• What the task asks: Retype the data exactly, from its first line to the line containing "content:''; position:absolute; left:50%;", including both, and skip any picture.

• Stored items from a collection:
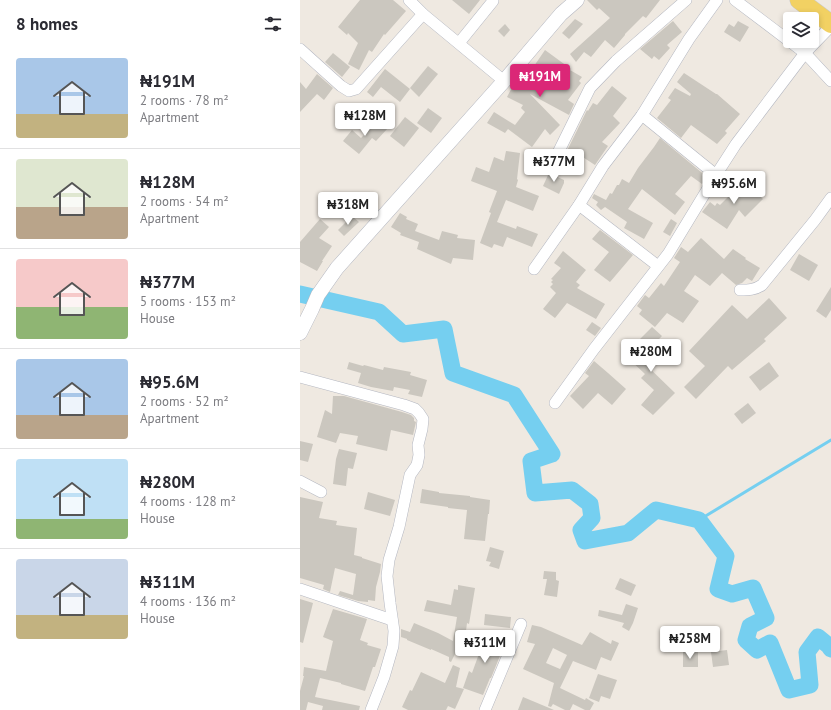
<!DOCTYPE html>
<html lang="en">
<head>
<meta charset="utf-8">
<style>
	:root { --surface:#fff; --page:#f7f7f7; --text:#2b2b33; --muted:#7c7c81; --line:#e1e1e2; --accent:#db2777 }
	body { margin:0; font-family:"PT Sans",sans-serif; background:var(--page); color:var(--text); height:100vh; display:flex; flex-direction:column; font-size:15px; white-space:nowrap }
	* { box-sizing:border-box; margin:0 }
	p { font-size:13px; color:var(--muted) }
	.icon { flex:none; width:22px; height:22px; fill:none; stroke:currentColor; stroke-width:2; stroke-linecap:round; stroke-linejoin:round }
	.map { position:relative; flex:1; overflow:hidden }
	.sheet { display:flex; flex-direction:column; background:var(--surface); width:300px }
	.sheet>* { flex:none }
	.buttons { position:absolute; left:483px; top:12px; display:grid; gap:8px }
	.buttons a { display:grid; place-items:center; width:36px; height:36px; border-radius:4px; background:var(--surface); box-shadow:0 2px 6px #0003; font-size:20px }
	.price { position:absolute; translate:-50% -34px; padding:0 9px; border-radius:4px; background:#fff; color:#222; font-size:13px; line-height:26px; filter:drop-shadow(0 1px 2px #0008) }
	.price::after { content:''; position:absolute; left:50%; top:24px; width:12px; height:9px; margin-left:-6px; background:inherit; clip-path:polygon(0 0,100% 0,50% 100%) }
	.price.current { background:var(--accent); color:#fff }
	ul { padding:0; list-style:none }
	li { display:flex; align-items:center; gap:12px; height:100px; padding:0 16px }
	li+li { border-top:1px solid var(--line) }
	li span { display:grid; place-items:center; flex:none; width:112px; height:80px; border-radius:4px; color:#555 }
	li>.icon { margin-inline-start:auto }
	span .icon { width:48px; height:48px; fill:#fffc; stroke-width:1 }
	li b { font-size:17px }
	h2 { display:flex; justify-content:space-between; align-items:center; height:48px; padding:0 16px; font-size:17px }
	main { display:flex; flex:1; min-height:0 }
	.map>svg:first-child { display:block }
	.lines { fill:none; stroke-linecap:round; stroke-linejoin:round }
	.stream { stroke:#75cff0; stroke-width:3 }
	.river { stroke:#75cff0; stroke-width:17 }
	.building { fill:#cbc7bf; fill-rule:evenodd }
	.minor-casing { stroke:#b4b7c1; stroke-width:12 }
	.tertiary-casing { stroke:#b4b7c1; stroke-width:15 }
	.primary-casing { stroke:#c9c9c9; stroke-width:19 }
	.minor { stroke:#fff; stroke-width:11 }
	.tertiary { stroke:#fff; stroke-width:14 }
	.primary { stroke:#f2d163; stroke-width:18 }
</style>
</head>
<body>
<main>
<section class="sheet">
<h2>8 homes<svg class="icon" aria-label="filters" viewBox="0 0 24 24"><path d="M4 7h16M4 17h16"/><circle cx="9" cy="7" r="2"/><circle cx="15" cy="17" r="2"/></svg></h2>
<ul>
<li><span style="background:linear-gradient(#a9c7e8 70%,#c2b280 0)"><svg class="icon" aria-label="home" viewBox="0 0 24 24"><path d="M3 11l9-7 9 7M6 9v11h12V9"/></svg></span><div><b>₦191M</b><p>2 rooms · 78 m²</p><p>Apartment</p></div></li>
<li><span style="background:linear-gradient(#dfe7d0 60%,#b9a48a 0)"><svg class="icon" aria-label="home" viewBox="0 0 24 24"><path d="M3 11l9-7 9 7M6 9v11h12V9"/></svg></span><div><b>₦128M</b><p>2 rooms · 54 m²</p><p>Apartment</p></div></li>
<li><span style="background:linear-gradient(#f6c9c9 60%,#8fb573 0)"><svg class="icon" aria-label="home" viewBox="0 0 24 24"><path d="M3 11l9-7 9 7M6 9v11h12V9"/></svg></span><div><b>₦377M</b><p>5 rooms · 153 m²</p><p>House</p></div></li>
<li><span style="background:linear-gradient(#a9c7e8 70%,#b9a48a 0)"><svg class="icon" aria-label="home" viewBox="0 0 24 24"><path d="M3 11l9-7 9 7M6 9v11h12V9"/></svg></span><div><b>₦95.6M</b><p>2 rooms · 52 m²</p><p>Apartment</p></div></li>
<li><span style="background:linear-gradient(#bfe0f5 75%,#8fb573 0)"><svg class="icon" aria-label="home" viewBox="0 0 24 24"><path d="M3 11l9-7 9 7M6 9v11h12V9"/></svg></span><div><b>₦280M</b><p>4 rooms · 128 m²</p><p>House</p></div></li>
<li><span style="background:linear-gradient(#c9d6e8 70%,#c2b280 0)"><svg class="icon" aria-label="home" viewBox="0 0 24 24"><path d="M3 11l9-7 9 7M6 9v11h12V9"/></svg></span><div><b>₦311M</b><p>4 rooms · 136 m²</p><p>House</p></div></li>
</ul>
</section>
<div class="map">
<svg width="531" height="710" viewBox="0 0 531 710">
	<rect width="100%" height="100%" fill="#efe9e1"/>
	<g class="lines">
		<polyline class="stream" points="399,520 531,440"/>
		<polyline class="river" points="0,294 79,312 103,334 144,329 153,373 214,395 252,454 231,461 235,493 272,490 290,504 292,518 281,530 285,541 328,533 356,510 399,520 426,556 418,589 432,594 453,588 466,618 450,626 446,640 457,650 470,643 489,690 510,685 507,652 518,637 529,646 531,649"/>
	</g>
	<g class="building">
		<polygon points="60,0 93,0 106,11 85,35 84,34 72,52 69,50 59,70 48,64 58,43 48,33 47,35 38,27"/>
		<polygon points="152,0 180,0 169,14"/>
		<polygon points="287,0 360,0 346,18 343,16 325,34 325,35 314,48 305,40 291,57 284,52 276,62 270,54 310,18 299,8 297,10"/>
		<polygon points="275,19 283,24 269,39 262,33"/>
		<polygon points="373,21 382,32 367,45 370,48 359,60 354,56 352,59 340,49"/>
		<polygon points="438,21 449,27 440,42 424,32 429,24 434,27"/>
		<polygon points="205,24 210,30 204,37 198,31"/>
		<polygon points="245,50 271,69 270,70 282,77 279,81 281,83 268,100 274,104 269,115 230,94 260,125 250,135 245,129 232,147 208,129 205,133 187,123 194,112 215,125 225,112 221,108 223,105 207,97 216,80 223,72 224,72 229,67 232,69"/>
		<polygon points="33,53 50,67 42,77 25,62"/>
		<polygon points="128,66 138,74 119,97 110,88"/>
		<polygon points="85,69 110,89 100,102 81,87 73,97 67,92"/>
		<polygon points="384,73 416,94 417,94 440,114 425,131 427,133 417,144 391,125 381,138 357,118 371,100 368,98 375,88 390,96 391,94 377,82"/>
		<polygon points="17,74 33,88 24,100 17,94 0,112 0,82 6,89"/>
		<polygon points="312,86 327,98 313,116 320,123 302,142 308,146 295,165 278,154 268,166 262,161 287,110 288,111 293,103 297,105"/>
		<polygon points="128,108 142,118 131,133 117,123"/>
		<polygon points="105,117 119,128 104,147 90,136"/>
		<polygon points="79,120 88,128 76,141 72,138 59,154 43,141 52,130 61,138"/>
		<polygon points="360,138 407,177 402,184 391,176 375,194 385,202 375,215 342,189 328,209 353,223 344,239 324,228 327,222 305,207 301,210 296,205 298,202 292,198 294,194 306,200 310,193 312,194 317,185 319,185 322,179 329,183 338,168 354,147"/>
		<polygon points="206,151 220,153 217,179 218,180 216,187 239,196 233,211 206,200 197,222 216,229 217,226 238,234 232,247 207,237 203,247 194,244 192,248 180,243 191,213 189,212 197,191 171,181 176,167 189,172 194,157 204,161"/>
		<polygon points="249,173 264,180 264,183 259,194 243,186"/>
		<polygon points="444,181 463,199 445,217 439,210 427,229 402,212 410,202 415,206 417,203 420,205"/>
		<polygon points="100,213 107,217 106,219 118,224 115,231 139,240 142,231 158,235 157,238 175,240 173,260 153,258 151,264 117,249 119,242 100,235 101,233 91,227"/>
		<polygon points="52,216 59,222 44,236 38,230"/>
		<polygon points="20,219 29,227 19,238 32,246 22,261 23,261 17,271 0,262 0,242"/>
		<polygon points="371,219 377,223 370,236 363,232"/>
		<polygon points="300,230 333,255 310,282 294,270 309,252 292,239"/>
		<polygon points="401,238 424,259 433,249 446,258 445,259 460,268 452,281 447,278 442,283 436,285 422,273 410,286 395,275 384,291 399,301 383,323 367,313 355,327 339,314 342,310 337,306 345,295 349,298 361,283 364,286 380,262 374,258 381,247 388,252"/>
		<polygon points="263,251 286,270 276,282 280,285 277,288 305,304 296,319 267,303 255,318 243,309 256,293 250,287 253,284 251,282 253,280 251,279 261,268 254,263"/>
		<polygon points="499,254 518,265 509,281 490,270"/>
		<polygon points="531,287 531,310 526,318 516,311"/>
		<polygon points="469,298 487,318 464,339 466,341 432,370 428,366 396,399 384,387 405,366 389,351 432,305 447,319"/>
		<polygon points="292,322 301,328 295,336 286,330"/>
		<polygon points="352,327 362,336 348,350 350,352 342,361 375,393 353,415 341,405 354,390 341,378 345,374 327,357 342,341 340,339"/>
		<polygon points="294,361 308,373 326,389 312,405 298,393 283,409 270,396 289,376 285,373"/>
		<polygon points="49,362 63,366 64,365 83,370 84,367 111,372 110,375 127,380 122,397 108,394 110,390 94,387 93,391 71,387 58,383 61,373 47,369"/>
		<polygon points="469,362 479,376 460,391 449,377"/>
		<polygon points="33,396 44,396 102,412 111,415 114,418 114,421 116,422 113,435 91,430 87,451 56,444 58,436 40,433 36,443 17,437 25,410 32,414"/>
		<polygon points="448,403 456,413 442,424 434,414"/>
		<polygon points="0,441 13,444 8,462 0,460"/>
		<polygon points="39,449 57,453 53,469 48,468 46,486 33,484 36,459"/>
		<polygon points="122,489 139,492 139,493 170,496 170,497 190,500 189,514 188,514 185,541 164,539 167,510 148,508 148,507 120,503"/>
		<polygon points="68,492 95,500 90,516 64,509"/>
		<polygon points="0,497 23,502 19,518 37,521 36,525 57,528 54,555 62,557 62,558 81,564 80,572 76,587 75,601 68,600 68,602 58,601 38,595 40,591 53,595 56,574 35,568 30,592 23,589 24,585 0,578"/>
		<polygon points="190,547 204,551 199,569 189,566 191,562 186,561"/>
		<polygon points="244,571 256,572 256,580 259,581 257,597 244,595 247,579 243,579"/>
		<polygon points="320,578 336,585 331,596 315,589"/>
		<polygon points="158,585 175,588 169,624 167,623 166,631 167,632 165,642 161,642 151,662 149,661 149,657 131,649 131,650 107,640 107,639 101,637 101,629 110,632 114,623 138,633 153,641 157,617 124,611 127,600 151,605 154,589 158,590"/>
		<polygon points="0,599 13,603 3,643 0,642"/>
		<polygon points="326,604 338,608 333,623 329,631 322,627 324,623 298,616 299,610 322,615"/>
		<polygon points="33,609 67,619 60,640 68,643 67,645 81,649 75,667 73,667 65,691 41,684 41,683 20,678 15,697 60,706 59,710 22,710 23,706 8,702 6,710 0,710 0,691 4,676 3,676 4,667 26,671 33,641 23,637"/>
		<polygon points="185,614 211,617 210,628 184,625"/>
		<path d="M232,625L241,627L282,645L290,632L311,644L312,640L319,643L311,661L301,657L296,670L273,661L260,688L285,700L286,698L294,703L290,710H285L273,704L270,710H265L253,704L251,707L248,706L254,683L223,669L235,644L227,642ZM253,648L267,655L260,669L246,663Z"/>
		<polygon points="182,635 206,641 191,678 190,678 183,695 163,688 169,671 172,673 180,651 177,650"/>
		<polygon points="427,650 429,665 413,667 411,652"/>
		<rect x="383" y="652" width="15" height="15"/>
		<polygon points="153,665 160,668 156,687 164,689 155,709 148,706 146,710 108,710 102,707 110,690 112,691 121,672 145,683"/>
		<polygon points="298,674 317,680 310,699 301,696 299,702 289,698"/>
		<polygon points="223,697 254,710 218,710"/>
	</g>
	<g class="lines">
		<defs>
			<g id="minor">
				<polyline points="109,0 123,14 204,81"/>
				<polyline points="435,0 505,53 531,81"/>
				<polyline points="159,43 193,1"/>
				<polyline points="0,49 41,86 49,91 56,89 123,14"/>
				<polyline points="342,115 416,175"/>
				<polyline points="254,161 290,88 316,61 386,0"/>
				<polyline points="279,205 358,266"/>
				<polyline points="234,269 279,205 303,166 342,115 389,39 417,0"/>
				<path d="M440,290C448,290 455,290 462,285L515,220L531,198"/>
				<polyline points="0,377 104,405 115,409 119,413 123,419 122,429 118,445 119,455 117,465 110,475 99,527 89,560 87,576 90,603 94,631 93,646 84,677 71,710"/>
				<polyline points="255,403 294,349 368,254 416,175 436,144 505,53 531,26"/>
				<polyline points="0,481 21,492"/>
				<polyline points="0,589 92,620"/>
				<polyline points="185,710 221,624"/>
			</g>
			<polyline id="tertiary" points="0,333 12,309 18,295 37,268 204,81 261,14 277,0"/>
			<polyline id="primary" points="499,0 531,24"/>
		</defs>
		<use href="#minor" class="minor-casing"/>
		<use href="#tertiary" class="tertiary-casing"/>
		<use href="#primary" class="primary-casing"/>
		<use href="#minor" class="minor"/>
		<use href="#tertiary" class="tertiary"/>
		<use href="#primary" class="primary"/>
	</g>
</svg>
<div class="buttons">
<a><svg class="icon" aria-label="layers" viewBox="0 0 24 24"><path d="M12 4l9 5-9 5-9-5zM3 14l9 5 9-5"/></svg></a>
</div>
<b class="price current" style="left:240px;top:98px">₦191M</b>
<b class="price" style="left:65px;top:137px">₦128M</b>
<b class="price" style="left:254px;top:183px">₦377M</b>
<b class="price" style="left:434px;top:205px">₦95.6M</b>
<b class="price" style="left:48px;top:226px">₦318M</b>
<b class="price" style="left:351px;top:373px">₦280M</b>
<b class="price" style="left:390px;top:660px">₦258M</b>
<b class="price" style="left:185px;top:664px">₦311M</b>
</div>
</main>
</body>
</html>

• Task output:
<!DOCTYPE html>
<html lang="en">
<head>
<meta charset="utf-8">
<style>
	:root { --surface:#fff; --page:#f7f7f7; --text:#2b2b33; --muted:#7c7c81; --line:#e1e1e2; --accent:#db2777 }
	body { margin:0; font-family:"PT Sans",sans-serif; background:var(--page); color:var(--text); height:100vh; display:flex; flex-direction:column; font-size:15px; white-space:nowrap }
	* { box-sizing:border-box; margin:0 }
	p { font-size:13px; color:var(--muted) }
	.icon { flex:none; width:22px; height:22px; fill:none; stroke:currentColor; stroke-width:2; stroke-linecap:round; stroke-linejoin:round }
	.map { position:relative; flex:1; overflow:hidden }
	.sheet { display:flex; flex-direction:column; background:var(--surface); width:300px }
	.sheet>* { flex:none }
	.buttons { position:absolute; left:483px; top:12px; display:grid; gap:8px }
	.buttons a { display:grid; place-items:center; width:36px; height:36px; border-radius:4px; background:var(--surface); box-shadow:0 2px 6px #0003; font-size:20px }
	.price { position:absolute; translate:-50% -34px; padding:0 9px; border-radius:4px; background:#fff; color:#222; font-size:13px; line-height:26px; filter:drop-shadow(0 1px 2px #0008) }
	.price::after { content:''; position:absolute; left:50%; top:24px; width:12px; height:9px; margin-left:-6px; background:inherit; clip-path:polygon(0 0,100% 0,50% 100%) }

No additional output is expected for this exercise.